=== Begin Enclosure ===

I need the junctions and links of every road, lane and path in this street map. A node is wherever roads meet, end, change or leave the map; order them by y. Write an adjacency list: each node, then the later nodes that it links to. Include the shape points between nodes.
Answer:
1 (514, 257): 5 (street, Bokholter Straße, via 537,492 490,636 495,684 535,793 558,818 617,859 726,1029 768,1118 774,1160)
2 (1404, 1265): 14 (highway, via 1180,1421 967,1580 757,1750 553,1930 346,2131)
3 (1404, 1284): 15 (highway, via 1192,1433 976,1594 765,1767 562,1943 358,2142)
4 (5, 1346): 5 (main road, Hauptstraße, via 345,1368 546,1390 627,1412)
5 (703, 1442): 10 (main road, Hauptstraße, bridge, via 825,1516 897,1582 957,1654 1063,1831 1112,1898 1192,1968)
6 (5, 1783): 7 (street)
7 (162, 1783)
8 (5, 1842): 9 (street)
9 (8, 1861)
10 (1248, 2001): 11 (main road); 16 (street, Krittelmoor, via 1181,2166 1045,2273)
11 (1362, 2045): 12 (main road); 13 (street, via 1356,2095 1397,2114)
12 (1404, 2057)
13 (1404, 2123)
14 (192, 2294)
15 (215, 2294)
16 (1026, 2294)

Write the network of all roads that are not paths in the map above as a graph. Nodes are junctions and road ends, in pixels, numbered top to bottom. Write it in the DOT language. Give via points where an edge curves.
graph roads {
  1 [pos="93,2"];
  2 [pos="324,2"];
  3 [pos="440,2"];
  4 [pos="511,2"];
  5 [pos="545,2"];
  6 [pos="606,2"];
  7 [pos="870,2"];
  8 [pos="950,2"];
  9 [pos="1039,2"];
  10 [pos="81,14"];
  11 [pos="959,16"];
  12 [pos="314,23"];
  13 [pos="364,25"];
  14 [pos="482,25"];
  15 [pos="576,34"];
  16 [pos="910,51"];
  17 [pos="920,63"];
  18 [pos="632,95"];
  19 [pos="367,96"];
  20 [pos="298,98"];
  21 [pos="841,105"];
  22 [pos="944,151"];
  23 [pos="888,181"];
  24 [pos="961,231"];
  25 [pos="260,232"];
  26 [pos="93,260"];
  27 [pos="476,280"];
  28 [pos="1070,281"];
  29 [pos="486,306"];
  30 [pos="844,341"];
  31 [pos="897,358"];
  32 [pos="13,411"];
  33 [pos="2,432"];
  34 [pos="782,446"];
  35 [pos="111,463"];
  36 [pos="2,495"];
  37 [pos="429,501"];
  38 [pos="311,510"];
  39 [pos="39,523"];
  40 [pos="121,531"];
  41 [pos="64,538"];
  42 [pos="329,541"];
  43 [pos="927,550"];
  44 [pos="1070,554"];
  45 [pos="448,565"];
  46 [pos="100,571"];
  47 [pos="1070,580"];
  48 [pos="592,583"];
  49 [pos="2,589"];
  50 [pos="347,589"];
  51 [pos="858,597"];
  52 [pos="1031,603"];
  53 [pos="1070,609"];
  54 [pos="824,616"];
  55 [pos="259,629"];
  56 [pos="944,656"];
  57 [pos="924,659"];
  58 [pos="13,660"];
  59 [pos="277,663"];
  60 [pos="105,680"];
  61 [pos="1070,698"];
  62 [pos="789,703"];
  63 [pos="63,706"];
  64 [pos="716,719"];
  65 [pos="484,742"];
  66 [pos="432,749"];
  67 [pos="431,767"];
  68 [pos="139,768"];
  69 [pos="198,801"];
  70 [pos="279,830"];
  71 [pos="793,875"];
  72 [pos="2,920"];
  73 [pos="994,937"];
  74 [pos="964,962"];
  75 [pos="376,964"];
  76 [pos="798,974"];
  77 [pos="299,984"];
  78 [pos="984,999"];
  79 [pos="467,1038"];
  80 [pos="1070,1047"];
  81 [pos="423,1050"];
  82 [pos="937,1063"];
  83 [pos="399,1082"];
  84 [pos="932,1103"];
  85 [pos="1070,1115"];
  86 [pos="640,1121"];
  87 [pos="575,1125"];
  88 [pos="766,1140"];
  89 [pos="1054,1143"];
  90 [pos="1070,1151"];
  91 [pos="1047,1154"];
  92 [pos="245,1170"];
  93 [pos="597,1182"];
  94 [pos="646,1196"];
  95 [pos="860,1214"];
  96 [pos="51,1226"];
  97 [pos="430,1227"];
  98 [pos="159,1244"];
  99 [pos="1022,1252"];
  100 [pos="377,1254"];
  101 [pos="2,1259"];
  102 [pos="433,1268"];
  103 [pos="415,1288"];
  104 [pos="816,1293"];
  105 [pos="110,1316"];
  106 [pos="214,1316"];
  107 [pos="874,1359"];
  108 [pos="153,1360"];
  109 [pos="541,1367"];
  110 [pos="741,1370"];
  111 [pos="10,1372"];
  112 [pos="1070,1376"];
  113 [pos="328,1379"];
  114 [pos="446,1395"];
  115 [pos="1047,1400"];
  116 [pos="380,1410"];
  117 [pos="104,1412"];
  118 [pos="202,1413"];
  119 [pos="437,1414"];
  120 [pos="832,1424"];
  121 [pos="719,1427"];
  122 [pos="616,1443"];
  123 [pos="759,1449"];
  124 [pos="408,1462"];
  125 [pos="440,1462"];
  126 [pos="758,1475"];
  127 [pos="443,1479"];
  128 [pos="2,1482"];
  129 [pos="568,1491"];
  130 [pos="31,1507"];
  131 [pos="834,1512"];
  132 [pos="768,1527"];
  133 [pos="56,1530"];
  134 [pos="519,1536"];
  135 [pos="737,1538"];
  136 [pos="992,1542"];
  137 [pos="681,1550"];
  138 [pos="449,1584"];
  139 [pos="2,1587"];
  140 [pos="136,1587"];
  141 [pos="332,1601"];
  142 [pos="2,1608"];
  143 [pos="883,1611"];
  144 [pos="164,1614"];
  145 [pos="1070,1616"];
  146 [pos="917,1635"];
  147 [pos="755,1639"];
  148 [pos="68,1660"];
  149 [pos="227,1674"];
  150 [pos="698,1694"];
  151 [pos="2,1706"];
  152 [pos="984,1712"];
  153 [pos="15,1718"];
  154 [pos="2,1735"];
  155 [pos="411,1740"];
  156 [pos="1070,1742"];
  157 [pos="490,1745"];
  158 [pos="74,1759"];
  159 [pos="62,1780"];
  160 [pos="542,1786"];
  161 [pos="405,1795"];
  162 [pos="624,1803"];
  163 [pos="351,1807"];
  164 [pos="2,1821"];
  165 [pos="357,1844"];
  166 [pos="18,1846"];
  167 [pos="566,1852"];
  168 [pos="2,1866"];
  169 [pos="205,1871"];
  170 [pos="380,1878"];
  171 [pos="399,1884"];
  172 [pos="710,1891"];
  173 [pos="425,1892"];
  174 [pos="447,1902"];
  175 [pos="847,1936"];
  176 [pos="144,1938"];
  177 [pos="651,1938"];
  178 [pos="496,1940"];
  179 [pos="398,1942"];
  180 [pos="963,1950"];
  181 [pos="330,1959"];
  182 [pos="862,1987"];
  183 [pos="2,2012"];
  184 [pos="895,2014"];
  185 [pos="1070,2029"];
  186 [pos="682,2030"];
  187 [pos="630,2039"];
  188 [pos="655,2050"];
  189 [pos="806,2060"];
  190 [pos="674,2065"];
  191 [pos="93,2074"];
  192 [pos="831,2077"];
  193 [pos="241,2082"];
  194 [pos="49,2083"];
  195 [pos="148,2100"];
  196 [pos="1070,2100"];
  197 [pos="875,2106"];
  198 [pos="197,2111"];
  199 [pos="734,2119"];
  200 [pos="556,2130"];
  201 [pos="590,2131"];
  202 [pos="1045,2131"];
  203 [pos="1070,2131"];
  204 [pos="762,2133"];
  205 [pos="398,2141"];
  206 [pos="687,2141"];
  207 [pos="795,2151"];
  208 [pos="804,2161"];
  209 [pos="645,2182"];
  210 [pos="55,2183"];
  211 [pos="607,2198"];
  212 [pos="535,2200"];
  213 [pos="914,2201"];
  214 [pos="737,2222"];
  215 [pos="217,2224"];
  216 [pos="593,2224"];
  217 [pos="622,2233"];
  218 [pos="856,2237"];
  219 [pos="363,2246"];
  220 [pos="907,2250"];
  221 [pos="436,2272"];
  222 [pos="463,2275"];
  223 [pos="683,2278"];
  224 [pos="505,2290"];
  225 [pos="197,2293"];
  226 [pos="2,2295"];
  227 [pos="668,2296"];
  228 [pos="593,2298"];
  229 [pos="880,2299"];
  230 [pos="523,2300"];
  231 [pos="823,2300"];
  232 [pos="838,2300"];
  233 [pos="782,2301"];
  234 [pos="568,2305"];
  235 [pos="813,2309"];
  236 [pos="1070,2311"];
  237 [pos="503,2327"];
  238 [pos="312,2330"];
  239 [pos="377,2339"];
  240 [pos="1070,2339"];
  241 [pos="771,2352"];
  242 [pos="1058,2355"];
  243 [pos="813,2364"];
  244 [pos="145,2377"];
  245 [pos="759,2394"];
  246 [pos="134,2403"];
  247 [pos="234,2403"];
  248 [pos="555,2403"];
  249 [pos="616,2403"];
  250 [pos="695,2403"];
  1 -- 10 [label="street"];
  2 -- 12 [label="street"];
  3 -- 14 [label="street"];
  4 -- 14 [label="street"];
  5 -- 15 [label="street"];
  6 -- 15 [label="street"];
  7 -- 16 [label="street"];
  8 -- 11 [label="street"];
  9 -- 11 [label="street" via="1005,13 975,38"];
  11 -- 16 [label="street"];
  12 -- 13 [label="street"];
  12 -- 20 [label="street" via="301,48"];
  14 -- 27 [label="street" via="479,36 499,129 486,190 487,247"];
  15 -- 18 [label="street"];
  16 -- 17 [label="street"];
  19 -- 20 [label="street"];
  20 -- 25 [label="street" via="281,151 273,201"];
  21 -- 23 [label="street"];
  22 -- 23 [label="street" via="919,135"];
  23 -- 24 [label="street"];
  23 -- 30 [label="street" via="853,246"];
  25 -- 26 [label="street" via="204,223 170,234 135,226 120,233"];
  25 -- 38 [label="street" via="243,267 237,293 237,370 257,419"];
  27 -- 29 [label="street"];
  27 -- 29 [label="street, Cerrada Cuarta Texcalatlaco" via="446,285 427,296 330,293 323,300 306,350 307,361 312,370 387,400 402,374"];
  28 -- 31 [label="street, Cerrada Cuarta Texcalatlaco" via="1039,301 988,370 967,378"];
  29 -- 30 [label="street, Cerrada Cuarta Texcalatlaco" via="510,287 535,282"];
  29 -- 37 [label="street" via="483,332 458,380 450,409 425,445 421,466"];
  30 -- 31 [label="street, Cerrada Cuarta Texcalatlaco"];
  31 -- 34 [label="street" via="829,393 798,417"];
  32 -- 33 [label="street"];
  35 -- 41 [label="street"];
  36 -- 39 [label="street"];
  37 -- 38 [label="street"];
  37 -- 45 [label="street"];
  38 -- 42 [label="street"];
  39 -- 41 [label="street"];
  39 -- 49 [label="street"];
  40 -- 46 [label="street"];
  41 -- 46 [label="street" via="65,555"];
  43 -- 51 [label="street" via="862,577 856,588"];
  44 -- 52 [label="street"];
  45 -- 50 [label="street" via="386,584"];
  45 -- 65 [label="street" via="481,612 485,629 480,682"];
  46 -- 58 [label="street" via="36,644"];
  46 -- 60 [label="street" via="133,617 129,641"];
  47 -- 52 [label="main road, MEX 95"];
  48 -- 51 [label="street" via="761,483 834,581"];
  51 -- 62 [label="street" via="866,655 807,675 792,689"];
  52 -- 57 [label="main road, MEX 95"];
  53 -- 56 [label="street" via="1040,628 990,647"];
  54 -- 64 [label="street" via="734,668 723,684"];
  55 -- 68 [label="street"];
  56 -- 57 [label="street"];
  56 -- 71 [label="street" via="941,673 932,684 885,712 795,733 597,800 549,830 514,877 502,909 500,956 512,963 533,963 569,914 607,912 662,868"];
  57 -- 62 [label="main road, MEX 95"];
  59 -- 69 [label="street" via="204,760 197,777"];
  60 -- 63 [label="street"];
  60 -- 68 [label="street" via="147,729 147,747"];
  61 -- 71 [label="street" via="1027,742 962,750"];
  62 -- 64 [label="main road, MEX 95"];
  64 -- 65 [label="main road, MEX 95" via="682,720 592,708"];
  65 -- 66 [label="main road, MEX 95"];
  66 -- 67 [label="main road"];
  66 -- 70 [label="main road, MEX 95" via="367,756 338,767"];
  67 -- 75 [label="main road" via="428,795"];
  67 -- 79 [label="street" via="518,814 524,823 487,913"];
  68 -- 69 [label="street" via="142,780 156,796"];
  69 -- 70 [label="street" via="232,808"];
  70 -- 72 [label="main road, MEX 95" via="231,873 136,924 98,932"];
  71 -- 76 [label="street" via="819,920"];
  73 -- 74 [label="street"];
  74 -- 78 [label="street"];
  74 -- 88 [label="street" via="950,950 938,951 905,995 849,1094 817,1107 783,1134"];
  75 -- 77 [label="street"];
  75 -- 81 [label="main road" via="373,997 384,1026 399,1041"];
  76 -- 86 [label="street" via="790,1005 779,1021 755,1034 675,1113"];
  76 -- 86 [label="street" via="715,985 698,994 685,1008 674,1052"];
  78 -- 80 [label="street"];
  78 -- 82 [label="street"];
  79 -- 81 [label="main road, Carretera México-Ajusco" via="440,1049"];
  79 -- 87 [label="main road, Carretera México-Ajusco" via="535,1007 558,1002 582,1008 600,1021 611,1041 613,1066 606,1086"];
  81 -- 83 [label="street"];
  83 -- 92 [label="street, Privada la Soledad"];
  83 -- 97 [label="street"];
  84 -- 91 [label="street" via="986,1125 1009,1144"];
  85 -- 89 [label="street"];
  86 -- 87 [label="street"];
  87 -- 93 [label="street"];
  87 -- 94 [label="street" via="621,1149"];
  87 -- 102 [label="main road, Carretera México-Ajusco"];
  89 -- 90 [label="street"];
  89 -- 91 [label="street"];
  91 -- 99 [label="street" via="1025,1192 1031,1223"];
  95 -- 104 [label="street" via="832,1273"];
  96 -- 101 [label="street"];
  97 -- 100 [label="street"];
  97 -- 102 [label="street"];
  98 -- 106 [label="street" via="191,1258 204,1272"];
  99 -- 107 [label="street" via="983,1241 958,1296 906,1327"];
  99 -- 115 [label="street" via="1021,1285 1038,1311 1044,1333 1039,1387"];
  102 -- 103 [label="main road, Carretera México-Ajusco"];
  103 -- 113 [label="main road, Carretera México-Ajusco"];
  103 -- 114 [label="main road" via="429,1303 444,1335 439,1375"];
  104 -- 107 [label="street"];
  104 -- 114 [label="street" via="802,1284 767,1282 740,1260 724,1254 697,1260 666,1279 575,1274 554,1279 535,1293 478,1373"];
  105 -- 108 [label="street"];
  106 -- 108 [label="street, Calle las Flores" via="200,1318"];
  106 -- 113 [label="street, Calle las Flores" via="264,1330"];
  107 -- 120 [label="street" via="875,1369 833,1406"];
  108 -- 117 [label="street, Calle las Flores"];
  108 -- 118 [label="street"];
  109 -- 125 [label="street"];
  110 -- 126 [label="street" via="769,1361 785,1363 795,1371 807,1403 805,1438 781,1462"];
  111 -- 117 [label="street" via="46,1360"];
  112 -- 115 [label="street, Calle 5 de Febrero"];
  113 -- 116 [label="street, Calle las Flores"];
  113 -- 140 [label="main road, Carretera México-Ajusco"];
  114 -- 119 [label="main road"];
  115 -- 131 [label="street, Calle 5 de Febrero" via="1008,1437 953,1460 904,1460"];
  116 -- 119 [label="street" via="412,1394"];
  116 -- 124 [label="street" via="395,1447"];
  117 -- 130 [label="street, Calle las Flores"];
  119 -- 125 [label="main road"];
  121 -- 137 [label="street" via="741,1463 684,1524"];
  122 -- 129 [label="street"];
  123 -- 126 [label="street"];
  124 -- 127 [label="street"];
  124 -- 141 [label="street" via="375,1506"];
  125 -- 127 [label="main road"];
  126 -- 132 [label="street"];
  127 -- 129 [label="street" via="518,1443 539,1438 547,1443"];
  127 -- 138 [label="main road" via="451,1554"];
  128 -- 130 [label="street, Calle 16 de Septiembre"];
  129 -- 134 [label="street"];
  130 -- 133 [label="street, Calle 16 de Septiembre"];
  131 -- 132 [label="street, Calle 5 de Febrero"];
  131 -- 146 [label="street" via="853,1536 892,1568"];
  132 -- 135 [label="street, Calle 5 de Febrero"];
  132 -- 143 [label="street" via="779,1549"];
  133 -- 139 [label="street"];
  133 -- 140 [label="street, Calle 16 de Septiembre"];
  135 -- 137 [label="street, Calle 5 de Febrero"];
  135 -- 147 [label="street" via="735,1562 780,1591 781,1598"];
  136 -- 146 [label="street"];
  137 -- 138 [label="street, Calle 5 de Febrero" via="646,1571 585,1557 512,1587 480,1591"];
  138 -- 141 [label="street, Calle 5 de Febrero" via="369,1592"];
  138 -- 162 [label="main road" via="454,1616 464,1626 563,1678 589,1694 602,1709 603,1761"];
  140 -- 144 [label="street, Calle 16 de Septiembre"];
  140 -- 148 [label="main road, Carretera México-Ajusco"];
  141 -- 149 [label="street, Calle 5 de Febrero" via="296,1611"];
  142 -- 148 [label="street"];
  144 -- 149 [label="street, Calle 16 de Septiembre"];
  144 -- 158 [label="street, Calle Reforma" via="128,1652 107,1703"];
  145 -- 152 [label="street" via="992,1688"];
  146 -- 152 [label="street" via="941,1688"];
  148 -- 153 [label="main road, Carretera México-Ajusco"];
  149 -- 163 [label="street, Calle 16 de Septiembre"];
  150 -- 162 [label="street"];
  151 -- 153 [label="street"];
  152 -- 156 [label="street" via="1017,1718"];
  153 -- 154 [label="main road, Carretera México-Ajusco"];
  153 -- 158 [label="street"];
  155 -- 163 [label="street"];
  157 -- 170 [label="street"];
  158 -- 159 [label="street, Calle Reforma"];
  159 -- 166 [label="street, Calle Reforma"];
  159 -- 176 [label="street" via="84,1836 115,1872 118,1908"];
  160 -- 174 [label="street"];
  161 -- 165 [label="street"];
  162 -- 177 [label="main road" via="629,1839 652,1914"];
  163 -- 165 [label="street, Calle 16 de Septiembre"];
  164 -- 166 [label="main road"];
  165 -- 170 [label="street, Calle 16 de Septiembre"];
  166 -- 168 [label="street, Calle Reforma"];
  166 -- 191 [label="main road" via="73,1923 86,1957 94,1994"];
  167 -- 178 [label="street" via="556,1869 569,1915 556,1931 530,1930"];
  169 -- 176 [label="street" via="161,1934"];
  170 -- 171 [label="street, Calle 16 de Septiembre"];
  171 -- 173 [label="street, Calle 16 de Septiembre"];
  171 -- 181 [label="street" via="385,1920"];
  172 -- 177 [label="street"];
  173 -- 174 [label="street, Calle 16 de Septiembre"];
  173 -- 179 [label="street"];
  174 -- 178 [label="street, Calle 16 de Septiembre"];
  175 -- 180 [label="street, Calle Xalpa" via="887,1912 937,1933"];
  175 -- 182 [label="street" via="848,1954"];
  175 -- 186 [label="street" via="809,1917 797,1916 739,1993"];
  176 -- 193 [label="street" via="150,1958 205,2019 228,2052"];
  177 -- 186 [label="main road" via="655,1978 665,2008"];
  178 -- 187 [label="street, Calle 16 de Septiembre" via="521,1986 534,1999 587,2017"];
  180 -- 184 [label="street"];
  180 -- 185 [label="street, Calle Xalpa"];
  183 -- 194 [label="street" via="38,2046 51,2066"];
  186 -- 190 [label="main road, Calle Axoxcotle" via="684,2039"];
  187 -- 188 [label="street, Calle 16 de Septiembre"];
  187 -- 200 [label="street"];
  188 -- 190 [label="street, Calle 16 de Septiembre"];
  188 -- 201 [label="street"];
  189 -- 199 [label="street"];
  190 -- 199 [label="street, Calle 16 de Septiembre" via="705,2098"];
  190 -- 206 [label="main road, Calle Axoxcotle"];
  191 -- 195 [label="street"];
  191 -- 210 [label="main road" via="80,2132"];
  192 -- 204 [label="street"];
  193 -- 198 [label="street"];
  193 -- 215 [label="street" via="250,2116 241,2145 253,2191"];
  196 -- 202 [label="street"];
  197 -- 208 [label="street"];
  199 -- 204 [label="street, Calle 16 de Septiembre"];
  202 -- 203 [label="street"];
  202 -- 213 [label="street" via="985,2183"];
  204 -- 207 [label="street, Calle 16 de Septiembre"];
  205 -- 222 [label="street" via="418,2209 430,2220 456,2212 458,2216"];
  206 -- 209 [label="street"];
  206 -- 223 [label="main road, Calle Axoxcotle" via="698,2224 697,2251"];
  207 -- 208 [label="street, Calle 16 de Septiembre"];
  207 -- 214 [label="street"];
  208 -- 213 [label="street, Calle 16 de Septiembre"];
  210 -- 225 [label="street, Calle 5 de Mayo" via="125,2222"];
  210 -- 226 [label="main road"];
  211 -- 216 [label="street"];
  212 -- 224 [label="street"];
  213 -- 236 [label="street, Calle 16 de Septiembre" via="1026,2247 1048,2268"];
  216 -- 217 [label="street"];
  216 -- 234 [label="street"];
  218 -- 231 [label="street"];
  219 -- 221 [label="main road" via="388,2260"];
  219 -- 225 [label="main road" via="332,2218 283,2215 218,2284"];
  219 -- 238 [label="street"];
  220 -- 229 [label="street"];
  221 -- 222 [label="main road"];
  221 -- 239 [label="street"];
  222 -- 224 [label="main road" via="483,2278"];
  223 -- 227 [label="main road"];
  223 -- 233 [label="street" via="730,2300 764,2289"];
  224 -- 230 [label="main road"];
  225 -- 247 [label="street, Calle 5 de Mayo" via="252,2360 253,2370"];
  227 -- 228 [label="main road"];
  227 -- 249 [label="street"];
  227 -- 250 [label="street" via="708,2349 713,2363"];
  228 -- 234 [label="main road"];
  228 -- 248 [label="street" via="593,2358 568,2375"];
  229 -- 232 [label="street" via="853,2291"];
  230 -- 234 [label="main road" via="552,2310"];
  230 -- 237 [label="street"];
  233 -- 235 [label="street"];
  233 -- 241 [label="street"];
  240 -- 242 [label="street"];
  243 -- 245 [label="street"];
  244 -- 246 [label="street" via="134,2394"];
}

=== End Enclosure ===

EXERCISE DIRECTIONS:
Indicate how many lines of the material include the word "Cuarta"; the number alone is required.

SOLUTION TO THIS EXERCISE:
4